[Stored data]
* * *
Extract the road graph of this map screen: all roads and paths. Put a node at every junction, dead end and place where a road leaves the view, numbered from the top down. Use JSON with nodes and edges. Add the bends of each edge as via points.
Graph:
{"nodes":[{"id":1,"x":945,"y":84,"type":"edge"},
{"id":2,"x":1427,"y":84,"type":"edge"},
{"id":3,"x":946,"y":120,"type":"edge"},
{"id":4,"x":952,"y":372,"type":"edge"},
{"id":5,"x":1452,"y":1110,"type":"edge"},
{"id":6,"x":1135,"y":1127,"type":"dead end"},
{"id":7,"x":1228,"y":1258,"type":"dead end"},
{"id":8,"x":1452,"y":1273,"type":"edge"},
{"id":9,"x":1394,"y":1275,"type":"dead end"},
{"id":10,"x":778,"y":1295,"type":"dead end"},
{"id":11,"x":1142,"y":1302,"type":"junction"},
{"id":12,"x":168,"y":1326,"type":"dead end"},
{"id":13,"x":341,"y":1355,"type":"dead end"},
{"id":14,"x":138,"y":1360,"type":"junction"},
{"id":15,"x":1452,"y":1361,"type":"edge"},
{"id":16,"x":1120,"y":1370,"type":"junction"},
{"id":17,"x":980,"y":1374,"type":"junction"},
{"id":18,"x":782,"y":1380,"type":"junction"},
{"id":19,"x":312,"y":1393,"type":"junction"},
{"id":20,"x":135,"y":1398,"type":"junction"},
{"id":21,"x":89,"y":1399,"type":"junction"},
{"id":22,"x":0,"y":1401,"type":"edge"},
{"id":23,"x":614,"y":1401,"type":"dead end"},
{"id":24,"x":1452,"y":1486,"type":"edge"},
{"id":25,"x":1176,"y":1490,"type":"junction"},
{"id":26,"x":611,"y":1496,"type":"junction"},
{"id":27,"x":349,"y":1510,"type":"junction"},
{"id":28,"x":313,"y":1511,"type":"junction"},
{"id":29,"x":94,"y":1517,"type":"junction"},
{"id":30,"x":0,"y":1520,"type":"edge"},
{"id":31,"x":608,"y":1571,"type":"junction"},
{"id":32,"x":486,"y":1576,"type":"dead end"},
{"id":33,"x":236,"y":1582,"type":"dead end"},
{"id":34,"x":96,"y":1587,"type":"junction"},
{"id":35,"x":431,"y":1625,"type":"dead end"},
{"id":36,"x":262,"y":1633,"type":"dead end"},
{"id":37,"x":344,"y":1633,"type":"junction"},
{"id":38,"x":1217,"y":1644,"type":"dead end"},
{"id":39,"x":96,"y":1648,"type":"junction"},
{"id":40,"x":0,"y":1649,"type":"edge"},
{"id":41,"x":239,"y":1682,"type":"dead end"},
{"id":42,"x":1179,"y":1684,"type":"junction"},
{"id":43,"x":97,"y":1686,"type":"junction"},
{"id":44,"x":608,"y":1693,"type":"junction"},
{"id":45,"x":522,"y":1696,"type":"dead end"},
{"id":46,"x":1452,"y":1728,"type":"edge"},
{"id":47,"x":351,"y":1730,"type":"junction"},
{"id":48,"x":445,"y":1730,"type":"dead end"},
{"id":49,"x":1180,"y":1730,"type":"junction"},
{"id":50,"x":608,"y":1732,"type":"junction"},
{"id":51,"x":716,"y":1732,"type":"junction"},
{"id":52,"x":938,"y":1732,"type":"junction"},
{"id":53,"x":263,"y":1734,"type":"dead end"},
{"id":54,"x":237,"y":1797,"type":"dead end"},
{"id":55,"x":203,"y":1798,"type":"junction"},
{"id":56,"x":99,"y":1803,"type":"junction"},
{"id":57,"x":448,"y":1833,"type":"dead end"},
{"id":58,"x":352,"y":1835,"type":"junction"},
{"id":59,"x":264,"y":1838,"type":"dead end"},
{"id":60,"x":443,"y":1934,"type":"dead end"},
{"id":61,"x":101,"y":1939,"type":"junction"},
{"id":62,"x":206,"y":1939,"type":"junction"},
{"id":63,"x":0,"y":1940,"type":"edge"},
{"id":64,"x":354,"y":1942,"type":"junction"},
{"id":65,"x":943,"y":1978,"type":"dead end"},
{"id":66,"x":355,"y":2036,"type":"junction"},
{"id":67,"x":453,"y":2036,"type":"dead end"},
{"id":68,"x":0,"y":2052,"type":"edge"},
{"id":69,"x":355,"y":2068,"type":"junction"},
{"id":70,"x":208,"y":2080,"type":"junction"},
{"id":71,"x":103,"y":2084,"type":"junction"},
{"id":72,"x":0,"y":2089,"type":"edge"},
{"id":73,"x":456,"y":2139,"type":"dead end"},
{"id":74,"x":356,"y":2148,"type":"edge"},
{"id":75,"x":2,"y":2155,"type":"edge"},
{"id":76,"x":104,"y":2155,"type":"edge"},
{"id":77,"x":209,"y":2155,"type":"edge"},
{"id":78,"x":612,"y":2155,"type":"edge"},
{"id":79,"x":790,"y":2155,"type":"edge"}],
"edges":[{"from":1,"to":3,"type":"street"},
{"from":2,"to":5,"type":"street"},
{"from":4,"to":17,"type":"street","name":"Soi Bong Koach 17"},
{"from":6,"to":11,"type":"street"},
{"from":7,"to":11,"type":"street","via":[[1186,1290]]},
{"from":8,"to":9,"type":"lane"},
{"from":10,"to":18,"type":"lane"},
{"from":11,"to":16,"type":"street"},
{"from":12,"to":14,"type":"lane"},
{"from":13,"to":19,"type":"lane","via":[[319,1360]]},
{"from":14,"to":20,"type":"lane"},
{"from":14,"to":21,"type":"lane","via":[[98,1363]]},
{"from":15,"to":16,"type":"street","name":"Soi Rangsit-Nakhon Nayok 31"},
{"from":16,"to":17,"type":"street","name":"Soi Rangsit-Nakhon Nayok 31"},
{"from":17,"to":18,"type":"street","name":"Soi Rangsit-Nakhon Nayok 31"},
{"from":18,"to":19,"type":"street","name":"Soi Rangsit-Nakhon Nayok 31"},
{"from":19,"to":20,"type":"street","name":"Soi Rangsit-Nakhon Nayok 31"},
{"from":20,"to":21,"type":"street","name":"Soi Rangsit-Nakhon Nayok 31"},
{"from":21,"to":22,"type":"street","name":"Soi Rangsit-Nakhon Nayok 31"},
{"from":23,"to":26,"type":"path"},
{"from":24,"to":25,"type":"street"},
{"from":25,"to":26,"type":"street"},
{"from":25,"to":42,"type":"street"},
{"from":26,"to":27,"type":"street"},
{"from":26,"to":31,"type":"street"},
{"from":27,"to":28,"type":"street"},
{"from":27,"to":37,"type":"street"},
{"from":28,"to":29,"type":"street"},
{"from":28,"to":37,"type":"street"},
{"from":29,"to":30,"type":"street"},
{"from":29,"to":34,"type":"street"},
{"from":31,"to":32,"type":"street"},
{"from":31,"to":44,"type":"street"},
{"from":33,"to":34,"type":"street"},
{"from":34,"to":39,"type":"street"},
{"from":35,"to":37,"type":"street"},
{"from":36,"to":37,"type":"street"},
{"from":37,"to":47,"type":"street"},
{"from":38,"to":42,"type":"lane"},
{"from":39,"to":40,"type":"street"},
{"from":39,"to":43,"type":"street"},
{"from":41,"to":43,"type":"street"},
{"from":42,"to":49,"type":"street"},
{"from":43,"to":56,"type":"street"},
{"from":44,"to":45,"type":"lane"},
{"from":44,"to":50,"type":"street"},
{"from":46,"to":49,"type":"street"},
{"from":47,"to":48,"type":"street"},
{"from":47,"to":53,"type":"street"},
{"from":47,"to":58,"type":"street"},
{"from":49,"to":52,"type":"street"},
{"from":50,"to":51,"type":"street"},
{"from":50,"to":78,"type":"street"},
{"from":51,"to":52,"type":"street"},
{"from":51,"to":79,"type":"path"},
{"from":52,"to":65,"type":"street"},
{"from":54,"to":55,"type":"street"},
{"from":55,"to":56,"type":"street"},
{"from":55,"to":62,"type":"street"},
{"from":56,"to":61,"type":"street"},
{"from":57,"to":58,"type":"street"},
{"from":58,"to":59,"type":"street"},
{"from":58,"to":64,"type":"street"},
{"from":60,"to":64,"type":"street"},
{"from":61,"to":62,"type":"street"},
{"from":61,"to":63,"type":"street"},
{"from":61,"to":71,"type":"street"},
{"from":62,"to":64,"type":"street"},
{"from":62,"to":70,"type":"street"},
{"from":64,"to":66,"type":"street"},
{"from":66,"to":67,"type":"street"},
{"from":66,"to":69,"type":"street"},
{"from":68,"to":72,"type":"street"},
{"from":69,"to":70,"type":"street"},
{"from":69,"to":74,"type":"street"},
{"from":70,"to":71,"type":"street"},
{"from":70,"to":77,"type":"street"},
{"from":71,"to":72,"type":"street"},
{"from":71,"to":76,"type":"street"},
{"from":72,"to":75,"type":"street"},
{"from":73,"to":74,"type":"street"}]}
* * *
Only lines containing "Nayok" belong in the answer; copy every such line from the records.

{"from":15,"to":16,"type":"street","name":"Soi Rangsit-Nakhon Nayok 31"},
{"from":16,"to":17,"type":"street","name":"Soi Rangsit-Nakhon Nayok 31"},
{"from":17,"to":18,"type":"street","name":"Soi Rangsit-Nakhon Nayok 31"},
{"from":18,"to":19,"type":"street","name":"Soi Rangsit-Nakhon Nayok 31"},
{"from":19,"to":20,"type":"street","name":"Soi Rangsit-Nakhon Nayok 31"},
{"from":20,"to":21,"type":"street","name":"Soi Rangsit-Nakhon Nayok 31"},
{"from":21,"to":22,"type":"street","name":"Soi Rangsit-Nakhon Nayok 31"},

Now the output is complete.